[Collected data]

•••

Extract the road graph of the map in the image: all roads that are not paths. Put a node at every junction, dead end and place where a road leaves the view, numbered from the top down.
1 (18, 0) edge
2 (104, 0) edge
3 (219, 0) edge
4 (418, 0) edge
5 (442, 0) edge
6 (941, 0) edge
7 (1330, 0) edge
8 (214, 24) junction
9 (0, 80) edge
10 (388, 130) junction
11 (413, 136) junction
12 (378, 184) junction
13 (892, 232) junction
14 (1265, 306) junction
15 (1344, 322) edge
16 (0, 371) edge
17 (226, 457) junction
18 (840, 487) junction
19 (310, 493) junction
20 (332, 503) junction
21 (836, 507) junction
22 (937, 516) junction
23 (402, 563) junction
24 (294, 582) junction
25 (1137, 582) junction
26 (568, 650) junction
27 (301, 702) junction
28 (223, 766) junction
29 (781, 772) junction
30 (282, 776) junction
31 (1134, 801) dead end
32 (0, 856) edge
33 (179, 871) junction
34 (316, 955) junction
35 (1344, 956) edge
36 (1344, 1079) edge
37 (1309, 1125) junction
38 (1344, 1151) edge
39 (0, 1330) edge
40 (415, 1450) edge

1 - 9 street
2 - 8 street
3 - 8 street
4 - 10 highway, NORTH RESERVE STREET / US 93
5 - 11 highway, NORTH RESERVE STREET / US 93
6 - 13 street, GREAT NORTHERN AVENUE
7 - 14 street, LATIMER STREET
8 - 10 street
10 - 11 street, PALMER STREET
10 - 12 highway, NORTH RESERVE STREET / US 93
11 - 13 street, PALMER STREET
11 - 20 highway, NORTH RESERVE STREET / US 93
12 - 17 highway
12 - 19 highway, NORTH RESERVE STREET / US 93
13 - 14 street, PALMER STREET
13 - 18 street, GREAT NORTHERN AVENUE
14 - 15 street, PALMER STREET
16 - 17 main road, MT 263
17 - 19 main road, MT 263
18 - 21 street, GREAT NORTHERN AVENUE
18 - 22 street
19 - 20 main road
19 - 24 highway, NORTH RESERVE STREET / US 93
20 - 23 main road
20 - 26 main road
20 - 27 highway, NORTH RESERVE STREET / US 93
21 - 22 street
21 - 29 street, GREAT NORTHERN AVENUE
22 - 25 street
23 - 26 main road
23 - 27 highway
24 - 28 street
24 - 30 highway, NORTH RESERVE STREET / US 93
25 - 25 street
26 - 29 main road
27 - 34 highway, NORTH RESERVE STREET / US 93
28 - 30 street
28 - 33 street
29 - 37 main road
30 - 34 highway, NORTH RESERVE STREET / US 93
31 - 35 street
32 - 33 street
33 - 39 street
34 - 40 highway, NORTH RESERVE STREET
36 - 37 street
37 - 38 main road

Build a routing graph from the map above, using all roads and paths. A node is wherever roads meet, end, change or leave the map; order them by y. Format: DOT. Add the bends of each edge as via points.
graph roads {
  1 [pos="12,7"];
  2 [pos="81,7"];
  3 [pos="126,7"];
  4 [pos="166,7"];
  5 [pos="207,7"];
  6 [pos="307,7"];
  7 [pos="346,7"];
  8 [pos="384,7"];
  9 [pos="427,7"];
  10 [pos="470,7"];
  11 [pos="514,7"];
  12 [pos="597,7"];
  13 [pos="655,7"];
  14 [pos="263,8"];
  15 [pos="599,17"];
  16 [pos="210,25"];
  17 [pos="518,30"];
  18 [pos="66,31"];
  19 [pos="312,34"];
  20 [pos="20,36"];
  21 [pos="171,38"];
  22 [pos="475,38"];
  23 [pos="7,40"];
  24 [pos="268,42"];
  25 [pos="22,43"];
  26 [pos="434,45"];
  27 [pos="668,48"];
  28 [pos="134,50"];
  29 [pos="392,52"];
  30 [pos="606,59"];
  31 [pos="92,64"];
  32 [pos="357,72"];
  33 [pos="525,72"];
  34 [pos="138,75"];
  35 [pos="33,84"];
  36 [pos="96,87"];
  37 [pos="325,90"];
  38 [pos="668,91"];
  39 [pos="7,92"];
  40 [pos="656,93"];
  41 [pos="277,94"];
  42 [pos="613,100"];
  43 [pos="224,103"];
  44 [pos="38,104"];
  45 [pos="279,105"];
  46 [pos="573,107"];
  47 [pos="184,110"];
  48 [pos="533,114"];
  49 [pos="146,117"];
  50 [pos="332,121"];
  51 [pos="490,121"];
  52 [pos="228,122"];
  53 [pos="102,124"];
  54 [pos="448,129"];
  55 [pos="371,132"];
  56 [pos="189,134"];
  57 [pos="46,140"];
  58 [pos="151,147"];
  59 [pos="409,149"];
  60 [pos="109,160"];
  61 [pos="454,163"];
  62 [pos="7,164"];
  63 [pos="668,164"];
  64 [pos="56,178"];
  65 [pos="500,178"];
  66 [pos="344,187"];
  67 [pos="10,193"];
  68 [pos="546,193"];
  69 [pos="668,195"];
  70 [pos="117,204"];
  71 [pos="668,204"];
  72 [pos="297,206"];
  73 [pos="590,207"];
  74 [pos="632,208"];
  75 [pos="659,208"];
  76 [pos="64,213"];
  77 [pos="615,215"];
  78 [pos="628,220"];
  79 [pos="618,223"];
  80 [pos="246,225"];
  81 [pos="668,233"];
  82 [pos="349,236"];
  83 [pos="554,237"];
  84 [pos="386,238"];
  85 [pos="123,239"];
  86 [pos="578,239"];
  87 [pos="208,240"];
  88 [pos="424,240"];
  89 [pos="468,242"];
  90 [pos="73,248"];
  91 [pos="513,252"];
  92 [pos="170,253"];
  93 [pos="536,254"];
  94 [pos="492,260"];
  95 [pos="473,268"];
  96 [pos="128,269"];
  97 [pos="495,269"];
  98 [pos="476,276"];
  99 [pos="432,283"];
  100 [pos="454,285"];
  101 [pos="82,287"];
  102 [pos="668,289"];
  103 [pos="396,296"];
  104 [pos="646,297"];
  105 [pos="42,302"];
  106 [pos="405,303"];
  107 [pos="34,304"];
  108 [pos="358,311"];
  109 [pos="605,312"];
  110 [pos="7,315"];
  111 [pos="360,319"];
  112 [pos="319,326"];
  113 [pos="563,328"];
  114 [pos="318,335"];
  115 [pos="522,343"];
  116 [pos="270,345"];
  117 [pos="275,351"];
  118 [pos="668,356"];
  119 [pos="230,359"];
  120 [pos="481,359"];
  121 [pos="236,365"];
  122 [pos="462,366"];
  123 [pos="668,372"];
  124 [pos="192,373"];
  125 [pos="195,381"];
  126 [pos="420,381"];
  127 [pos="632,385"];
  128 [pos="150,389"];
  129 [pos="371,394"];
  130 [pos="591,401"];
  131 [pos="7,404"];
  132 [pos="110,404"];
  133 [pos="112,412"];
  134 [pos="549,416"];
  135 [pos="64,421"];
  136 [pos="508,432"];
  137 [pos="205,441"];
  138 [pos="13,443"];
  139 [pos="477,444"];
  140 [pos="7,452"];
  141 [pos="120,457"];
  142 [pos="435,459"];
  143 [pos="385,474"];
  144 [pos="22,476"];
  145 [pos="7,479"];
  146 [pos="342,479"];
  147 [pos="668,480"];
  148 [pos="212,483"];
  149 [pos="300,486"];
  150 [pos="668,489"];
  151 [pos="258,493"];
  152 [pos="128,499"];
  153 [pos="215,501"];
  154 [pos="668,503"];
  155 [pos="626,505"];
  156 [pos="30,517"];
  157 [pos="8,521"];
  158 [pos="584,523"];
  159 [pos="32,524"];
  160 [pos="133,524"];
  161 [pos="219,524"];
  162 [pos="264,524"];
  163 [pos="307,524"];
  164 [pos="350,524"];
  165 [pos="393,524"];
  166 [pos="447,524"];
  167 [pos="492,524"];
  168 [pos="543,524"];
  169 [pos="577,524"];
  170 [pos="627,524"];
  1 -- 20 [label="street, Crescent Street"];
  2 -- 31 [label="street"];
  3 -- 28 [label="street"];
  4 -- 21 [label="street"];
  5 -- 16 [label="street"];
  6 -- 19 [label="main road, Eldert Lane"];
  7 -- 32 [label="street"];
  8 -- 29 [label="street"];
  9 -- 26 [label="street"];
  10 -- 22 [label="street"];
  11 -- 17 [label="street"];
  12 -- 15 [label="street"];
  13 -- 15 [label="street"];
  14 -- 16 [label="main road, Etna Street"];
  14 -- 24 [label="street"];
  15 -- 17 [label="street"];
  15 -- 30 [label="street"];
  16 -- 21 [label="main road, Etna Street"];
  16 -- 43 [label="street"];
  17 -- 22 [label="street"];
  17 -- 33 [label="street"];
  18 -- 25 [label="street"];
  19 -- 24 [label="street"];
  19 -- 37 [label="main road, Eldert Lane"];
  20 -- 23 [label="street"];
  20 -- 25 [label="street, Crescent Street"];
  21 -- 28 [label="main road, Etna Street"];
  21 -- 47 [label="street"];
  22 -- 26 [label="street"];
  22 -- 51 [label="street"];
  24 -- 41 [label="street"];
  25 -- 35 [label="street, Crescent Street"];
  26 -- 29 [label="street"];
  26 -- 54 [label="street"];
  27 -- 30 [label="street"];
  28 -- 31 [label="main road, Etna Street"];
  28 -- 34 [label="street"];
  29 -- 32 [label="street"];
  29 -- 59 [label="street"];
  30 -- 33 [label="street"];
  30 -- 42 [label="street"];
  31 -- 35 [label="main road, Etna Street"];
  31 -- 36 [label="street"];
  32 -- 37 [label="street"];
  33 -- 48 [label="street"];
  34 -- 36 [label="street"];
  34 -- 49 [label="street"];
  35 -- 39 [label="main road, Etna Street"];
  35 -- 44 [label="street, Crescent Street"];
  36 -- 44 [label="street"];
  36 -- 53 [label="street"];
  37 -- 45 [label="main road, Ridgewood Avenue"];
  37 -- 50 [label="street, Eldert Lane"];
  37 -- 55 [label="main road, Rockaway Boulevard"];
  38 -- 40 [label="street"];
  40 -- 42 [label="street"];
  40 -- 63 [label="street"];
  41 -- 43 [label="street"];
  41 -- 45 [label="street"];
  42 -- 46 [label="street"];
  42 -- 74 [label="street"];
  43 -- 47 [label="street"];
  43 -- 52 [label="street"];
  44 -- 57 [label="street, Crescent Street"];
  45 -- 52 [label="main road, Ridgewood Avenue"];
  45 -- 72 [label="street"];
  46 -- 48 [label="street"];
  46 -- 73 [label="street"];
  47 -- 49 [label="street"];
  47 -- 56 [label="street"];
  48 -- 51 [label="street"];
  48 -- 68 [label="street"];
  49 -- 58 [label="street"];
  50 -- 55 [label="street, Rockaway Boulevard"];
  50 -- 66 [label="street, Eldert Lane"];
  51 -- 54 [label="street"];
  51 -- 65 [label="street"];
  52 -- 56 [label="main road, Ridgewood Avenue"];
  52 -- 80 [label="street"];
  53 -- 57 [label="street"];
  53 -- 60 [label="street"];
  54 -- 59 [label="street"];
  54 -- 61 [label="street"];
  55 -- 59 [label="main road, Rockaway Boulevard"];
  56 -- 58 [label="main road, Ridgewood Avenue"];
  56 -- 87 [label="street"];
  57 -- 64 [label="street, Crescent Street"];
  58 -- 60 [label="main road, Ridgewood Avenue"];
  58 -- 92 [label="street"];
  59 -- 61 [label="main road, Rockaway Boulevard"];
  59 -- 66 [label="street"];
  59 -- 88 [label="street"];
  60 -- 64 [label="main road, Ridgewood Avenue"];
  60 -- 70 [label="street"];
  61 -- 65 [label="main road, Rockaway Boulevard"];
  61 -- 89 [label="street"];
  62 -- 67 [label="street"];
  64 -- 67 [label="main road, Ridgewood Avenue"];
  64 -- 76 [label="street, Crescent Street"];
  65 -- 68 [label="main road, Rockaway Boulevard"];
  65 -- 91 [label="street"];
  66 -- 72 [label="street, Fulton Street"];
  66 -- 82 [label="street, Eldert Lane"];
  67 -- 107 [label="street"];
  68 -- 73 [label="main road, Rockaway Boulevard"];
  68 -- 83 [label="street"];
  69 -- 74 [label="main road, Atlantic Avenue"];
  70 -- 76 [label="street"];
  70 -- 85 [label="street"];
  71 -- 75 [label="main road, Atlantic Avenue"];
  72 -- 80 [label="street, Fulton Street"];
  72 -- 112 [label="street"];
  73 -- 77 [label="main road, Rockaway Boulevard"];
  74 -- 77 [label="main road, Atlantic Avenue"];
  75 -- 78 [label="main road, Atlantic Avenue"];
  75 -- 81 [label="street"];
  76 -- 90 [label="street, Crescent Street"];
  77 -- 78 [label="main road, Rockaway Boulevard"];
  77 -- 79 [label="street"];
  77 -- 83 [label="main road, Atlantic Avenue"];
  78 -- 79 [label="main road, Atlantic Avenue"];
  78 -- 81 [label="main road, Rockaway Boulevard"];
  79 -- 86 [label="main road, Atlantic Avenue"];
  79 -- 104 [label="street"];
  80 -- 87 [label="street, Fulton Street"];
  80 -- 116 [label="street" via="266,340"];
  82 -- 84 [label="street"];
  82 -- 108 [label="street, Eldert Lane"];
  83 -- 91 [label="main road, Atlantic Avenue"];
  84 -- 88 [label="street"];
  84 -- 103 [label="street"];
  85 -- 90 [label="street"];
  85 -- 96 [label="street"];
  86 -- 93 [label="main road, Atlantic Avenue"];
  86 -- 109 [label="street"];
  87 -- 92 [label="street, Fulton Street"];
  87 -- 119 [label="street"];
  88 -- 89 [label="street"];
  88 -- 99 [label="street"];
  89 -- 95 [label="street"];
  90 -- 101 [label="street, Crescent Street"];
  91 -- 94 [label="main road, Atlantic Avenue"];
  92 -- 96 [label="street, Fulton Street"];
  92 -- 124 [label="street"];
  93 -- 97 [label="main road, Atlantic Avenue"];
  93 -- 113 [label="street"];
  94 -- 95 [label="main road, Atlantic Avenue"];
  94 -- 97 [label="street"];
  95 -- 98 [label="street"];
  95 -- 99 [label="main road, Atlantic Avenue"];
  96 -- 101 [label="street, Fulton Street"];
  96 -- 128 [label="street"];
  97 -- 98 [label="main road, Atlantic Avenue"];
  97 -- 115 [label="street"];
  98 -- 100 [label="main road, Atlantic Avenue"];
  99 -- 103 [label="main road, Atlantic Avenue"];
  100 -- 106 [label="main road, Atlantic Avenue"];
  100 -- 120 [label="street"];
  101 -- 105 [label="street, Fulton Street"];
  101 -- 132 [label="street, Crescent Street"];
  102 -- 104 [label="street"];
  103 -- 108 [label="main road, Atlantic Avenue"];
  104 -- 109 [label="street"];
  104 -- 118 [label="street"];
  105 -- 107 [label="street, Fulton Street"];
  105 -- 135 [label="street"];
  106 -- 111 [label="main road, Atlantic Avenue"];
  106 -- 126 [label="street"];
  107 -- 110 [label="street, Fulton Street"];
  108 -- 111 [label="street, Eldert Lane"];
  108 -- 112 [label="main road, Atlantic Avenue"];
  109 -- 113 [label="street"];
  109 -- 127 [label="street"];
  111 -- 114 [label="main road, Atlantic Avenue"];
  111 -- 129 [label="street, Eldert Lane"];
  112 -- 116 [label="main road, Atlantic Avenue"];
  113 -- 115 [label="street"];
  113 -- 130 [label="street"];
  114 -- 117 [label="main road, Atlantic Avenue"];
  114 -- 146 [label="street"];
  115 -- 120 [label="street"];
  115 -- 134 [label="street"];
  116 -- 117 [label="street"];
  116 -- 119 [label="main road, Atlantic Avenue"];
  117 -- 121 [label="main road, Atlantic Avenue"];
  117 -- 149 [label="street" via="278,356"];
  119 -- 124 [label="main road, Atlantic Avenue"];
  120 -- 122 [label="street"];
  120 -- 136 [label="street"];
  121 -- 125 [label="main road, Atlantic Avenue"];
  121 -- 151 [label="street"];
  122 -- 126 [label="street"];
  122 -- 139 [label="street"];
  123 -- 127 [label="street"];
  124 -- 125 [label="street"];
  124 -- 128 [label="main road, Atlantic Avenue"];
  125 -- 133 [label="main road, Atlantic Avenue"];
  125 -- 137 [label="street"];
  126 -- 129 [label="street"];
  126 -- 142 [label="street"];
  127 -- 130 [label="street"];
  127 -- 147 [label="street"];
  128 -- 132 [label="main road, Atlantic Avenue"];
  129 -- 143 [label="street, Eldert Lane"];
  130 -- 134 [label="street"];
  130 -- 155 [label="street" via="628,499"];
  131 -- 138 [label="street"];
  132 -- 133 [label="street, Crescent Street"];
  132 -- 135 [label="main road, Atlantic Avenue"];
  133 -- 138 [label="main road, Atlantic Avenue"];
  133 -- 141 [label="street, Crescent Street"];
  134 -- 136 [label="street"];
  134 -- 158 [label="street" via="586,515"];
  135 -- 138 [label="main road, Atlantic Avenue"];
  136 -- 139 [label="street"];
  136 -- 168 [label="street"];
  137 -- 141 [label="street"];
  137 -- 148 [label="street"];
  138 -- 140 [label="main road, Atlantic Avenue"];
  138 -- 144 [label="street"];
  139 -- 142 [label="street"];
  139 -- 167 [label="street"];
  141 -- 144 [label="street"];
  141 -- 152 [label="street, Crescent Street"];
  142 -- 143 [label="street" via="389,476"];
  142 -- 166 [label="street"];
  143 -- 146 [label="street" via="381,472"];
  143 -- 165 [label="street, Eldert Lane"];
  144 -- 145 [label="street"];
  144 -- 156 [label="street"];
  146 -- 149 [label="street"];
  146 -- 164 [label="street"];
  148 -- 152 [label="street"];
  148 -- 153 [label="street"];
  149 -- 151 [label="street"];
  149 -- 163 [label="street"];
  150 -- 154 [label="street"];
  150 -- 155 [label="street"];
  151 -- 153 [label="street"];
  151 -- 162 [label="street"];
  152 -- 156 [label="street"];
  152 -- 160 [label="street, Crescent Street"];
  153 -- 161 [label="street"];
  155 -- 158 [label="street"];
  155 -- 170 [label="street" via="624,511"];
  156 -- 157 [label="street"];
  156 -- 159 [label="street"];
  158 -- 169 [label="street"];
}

•••

_Exercise prompt_
Search the records for the word "PALMER" and return every line that holds it.

_Result below_
10 - 11 street, PALMER STREET
11 - 13 street, PALMER STREET
13 - 14 street, PALMER STREET
14 - 15 street, PALMER STREET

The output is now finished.